-- Work order --
Please return each of the entries exactly, minus their pictures.

-- Records for processing --
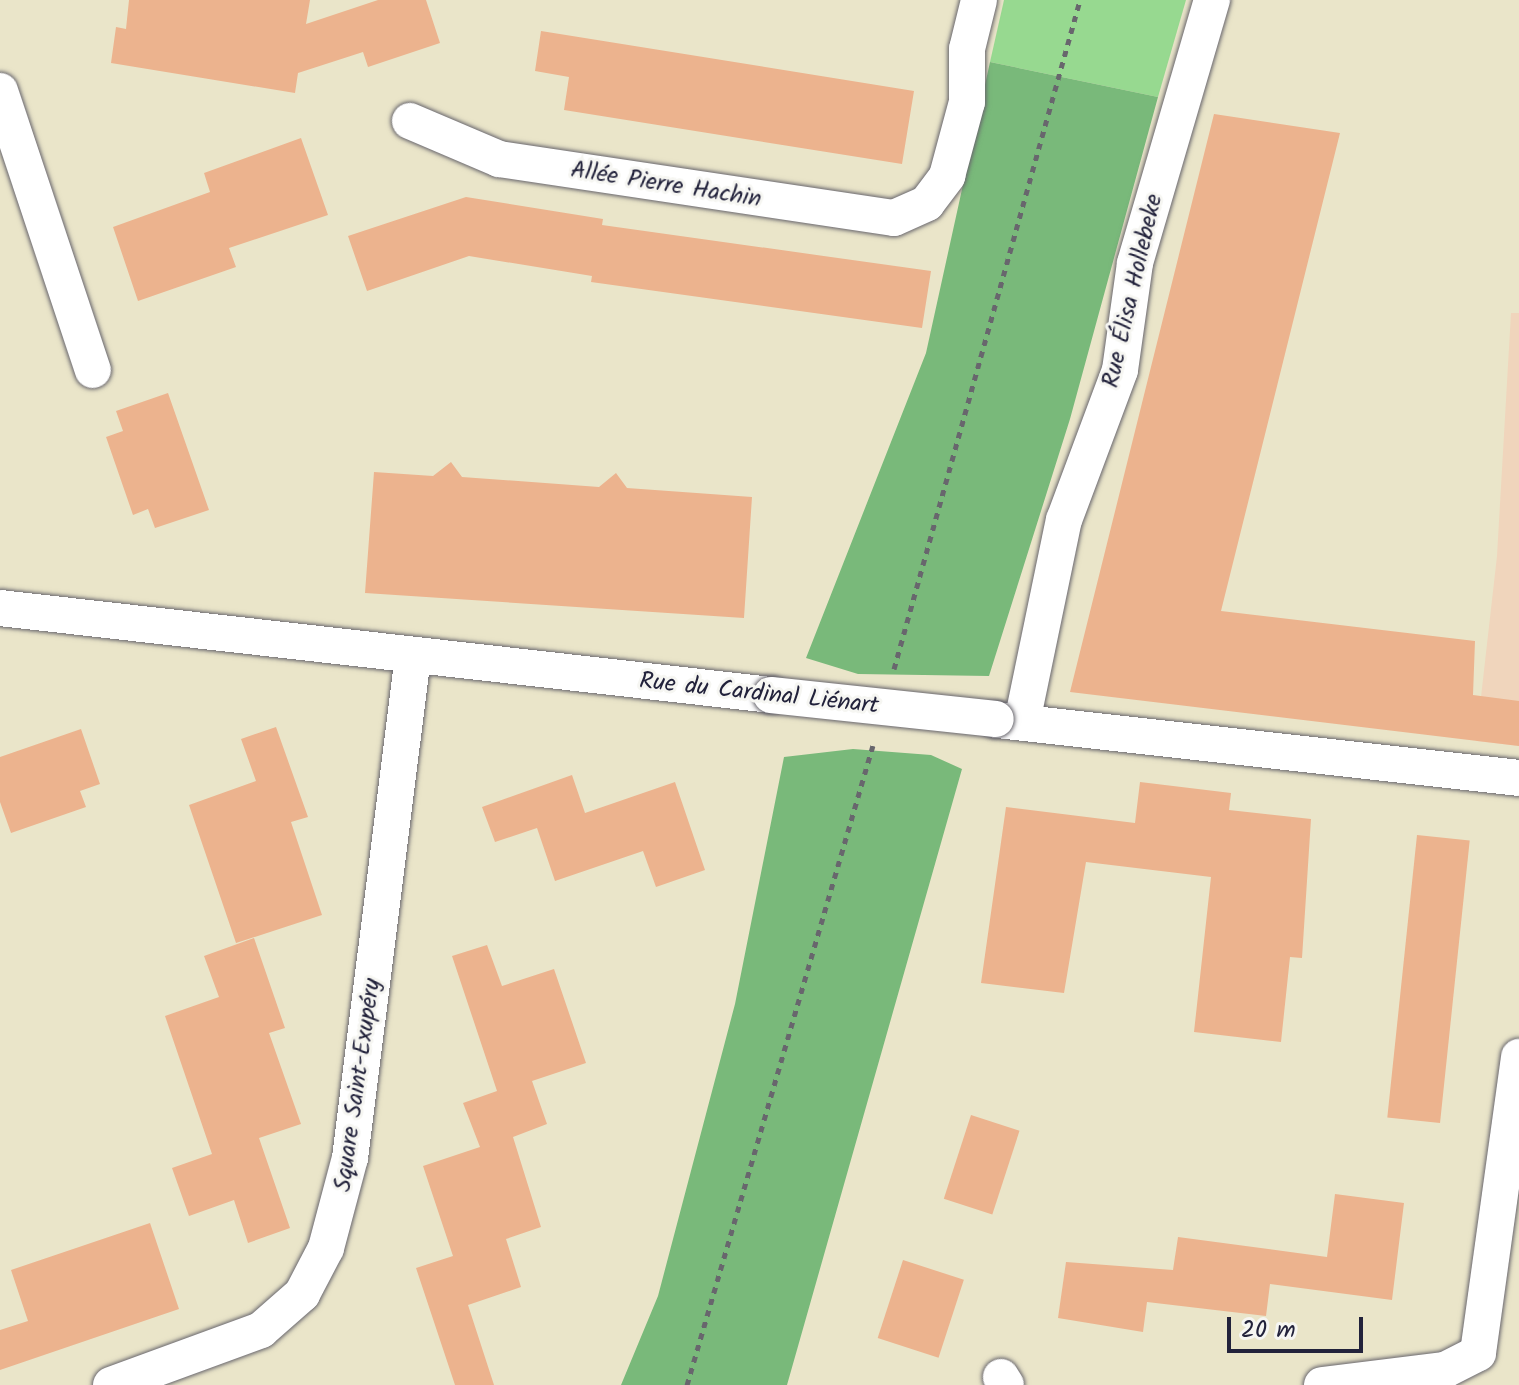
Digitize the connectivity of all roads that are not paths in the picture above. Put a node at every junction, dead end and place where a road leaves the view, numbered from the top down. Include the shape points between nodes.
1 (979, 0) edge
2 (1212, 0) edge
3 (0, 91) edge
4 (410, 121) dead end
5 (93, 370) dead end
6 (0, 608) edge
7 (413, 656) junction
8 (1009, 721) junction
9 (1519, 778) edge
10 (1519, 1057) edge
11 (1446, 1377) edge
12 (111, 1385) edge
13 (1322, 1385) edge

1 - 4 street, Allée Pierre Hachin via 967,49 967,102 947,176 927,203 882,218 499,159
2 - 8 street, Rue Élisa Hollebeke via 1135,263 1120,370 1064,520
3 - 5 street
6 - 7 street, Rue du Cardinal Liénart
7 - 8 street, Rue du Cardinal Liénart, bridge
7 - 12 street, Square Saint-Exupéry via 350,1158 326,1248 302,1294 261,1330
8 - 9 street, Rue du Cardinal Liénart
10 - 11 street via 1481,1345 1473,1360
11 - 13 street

-- The answer --
Digitize the connectivity of all roads that are not paths in the picture above. Put a node at every junction, dead end and place where a road leaves the view, numbered from the top down. Include the shape points between nodes.
1 (979, 0) edge
2 (1212, 0) edge
3 (0, 91) edge
4 (410, 121) dead end
5 (93, 370) dead end
6 (0, 608) edge
7 (413, 656) junction
8 (1009, 721) junction
9 (1519, 778) edge
10 (1519, 1057) edge
11 (1446, 1377) edge
12 (111, 1385) edge
13 (1322, 1385) edge

1 - 4 street, Allée Pierre Hachin via 967,49 967,102 947,176 927,203 882,218 499,159
2 - 8 street, Rue Élisa Hollebeke via 1135,263 1120,370 1064,520
3 - 5 street
6 - 7 street, Rue du Cardinal Liénart
7 - 8 street, Rue du Cardinal Liénart, bridge
7 - 12 street, Square Saint-Exupéry via 350,1158 326,1248 302,1294 261,1330
8 - 9 street, Rue du Cardinal Liénart
10 - 11 street via 1481,1345 1473,1360
11 - 13 street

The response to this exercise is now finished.